Everyone’s talking about the incoming Republican majority in the House of Representatives, but we shouldn’t forget the 17 newly elected reformist GOP governors—from New Mexico to Ohio to Maine—who are nearly all hostile to the overweening ambitions of the federal government. Florida’s Rick Scott may emerge as one of the boldest.

As far as Washington goes, he says there’s been “enough spending and borrowing.” And as far as relations between the nation’s capital and the states are concerned, his mantra is even more blunt: “Give us our power back. Give us our money and let us run our states.”

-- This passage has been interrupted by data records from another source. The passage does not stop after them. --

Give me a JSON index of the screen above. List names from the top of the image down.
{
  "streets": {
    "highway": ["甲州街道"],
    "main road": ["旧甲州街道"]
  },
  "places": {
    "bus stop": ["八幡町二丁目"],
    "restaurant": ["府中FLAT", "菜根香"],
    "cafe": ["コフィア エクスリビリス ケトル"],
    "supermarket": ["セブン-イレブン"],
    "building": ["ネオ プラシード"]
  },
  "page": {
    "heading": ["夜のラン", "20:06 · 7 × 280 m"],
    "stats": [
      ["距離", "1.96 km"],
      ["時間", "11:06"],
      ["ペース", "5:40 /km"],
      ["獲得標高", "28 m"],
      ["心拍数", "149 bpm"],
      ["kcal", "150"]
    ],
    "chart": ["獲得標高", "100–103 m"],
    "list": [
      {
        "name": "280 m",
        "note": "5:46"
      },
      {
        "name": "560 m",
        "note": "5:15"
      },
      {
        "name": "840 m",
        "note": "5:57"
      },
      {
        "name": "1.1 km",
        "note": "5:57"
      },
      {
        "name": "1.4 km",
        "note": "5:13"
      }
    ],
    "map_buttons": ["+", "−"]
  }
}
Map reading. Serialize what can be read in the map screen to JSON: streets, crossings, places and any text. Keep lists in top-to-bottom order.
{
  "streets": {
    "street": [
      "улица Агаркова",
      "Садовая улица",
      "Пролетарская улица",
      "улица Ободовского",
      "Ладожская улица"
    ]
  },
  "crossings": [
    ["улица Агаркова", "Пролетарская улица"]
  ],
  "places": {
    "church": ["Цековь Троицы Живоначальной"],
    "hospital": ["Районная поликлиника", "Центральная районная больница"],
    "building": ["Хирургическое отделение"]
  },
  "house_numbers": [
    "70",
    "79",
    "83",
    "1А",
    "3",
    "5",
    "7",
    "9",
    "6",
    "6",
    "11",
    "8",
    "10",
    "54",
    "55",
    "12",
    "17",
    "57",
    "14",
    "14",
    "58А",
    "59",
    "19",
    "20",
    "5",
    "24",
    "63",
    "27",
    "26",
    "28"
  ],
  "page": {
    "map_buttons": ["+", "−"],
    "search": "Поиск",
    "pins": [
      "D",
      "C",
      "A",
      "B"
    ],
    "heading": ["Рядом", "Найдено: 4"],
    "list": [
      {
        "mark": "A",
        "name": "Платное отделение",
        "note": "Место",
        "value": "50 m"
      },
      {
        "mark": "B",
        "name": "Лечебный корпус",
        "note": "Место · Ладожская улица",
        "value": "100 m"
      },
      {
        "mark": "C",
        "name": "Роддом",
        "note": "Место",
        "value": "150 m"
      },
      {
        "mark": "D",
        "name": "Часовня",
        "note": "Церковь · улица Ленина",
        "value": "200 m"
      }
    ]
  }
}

Mr. Scott, who over the past quarter-century built a $20 billion hospital empire, Columbia-HCA, has practically zero political experience. The Florida governorship is his first elected office. But his campaign theme—”7 steps to create 700,000 jobs in 7 years”—clearly resonated with anxious voters. Florida has lost 700,000 jobs since the recession began and ranks among the top five states in terms of mortgage foreclosures. Home prices are down by 40% or more in cities like Tampa, Fort Lauderdale and Naples.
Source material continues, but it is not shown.